Rationale: COVID -19 is an acute infectious disease caused by the Severe Acute Respiratory Syndrome Coronavirus 2 (SARS-CoV-2). Human surfactant protein D (SP-D) is known to interact with spike protein of SARS-CoV, but its immune-surveillance against SARS-CoV-2 is not known. Objective: This study aimed to examine the potential of a recombinant fragment of human SP-D (rfhSP-D) as an inhibitor of replication and infection of SARS-CoV-2. Methods: rfhSP-D interaction with spike protein of SARS-CoV-2 and hACE-2 receptor was predicted via docking analysis. The inhibition of interaction between spike protein and ACE-2 by rfhSP-D was confirmed using direct and indirect ELISA. The effect of rfhSP-D on replication and infectivity of SARS-CoV-2 from clinical samples was studied by measuring the expression of RdRp gene of the virus using qPCR. Measurements and Main Results: In-silico interaction studies indicated that three amino acid residues in the RBD of spike of SARS-CoV-2 were commonly involved in interacting with rfhSP-D and ACE-2. Studies using clinical samples of SARS-CoV-2 positive cases (asymptomatic, n=7 and symptomatic, n=8 and negative controls n=15) demonstrated that treatment with 5 micro M rfhSP-D inhibited viral replication by ~5.5 fold and was more efficient than Remdesivir (100 micro M).

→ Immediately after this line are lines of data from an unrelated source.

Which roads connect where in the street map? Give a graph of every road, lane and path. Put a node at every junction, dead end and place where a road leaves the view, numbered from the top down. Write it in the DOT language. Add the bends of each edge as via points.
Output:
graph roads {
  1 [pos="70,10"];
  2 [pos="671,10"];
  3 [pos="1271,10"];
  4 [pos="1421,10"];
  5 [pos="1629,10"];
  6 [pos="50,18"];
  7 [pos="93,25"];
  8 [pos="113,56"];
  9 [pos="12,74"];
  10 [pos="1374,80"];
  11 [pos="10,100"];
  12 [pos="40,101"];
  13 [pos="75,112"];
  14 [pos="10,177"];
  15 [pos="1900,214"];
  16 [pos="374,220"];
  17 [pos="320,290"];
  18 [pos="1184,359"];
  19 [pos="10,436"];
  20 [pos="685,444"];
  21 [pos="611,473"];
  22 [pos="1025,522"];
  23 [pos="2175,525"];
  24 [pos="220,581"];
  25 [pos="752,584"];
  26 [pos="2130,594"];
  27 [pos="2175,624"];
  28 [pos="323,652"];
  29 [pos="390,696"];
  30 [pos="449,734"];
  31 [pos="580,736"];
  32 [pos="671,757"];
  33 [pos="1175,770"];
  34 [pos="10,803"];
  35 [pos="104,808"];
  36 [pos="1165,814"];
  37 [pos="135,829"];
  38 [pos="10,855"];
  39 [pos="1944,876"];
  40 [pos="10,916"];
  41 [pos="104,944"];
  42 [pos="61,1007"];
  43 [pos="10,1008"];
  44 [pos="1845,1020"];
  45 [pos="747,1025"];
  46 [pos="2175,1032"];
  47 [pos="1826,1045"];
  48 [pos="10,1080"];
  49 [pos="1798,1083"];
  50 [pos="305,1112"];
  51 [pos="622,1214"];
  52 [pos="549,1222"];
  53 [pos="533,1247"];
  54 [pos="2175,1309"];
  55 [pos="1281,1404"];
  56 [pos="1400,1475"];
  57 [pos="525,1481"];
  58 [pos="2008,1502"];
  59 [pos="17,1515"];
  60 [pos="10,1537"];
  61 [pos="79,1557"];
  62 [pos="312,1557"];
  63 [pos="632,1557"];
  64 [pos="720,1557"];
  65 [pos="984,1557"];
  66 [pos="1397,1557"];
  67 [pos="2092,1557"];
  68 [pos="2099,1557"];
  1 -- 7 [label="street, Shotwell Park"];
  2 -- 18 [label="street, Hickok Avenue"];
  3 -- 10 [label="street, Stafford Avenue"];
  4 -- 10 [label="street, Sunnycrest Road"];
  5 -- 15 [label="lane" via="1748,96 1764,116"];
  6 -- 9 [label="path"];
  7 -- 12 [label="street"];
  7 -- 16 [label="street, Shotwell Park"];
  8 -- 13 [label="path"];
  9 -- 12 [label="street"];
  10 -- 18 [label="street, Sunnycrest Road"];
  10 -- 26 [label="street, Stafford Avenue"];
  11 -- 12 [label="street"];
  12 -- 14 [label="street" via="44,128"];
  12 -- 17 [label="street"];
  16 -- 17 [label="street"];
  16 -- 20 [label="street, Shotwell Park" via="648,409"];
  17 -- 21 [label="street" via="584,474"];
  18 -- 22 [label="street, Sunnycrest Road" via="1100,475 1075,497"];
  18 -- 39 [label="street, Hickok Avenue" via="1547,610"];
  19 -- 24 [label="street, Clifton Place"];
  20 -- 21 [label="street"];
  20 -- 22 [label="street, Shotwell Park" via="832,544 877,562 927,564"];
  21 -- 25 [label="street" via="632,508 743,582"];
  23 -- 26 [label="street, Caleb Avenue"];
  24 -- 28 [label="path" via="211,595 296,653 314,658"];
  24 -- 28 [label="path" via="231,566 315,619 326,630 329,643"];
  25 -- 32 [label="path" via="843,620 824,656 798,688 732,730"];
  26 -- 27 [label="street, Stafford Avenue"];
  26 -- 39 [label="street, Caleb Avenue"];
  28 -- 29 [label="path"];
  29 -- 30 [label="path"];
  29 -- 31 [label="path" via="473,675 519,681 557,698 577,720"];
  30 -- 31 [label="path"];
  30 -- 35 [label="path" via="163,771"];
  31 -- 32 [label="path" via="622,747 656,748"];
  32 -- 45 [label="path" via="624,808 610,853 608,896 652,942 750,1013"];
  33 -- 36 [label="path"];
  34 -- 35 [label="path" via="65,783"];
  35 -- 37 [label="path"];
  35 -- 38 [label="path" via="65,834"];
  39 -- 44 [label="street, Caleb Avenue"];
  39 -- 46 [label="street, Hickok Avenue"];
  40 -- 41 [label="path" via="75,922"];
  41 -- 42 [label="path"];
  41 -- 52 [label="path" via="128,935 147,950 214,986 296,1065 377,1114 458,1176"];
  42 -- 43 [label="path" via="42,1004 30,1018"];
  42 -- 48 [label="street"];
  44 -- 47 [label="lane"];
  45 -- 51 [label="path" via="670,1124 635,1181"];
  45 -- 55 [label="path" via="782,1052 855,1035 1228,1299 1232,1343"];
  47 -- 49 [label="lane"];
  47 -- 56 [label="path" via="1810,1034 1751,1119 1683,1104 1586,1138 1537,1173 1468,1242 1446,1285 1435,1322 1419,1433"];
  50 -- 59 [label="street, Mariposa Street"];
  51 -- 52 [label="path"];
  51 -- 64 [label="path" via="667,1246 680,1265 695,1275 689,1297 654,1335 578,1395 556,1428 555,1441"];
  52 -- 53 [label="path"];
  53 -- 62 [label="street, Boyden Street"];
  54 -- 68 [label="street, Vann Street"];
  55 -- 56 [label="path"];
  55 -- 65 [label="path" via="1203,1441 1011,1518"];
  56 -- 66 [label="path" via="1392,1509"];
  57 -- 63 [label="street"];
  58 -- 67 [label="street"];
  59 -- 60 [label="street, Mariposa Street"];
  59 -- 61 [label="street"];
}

Approximately, a 2-fold reduction in viral infectivity was also observed after treatment with 5 micro M rfhSP-D. Conclusions: These results conclusively demonstrate that the calcium independent rfhSP-D mediated inhibition of binding between the receptor binding domain of the S1 subunit of the SARS-CoV-2 spike protein and human ACE-2, its host cell receptor, and a significant reduction in SARS-CoV-2 infection and replication in-vitro.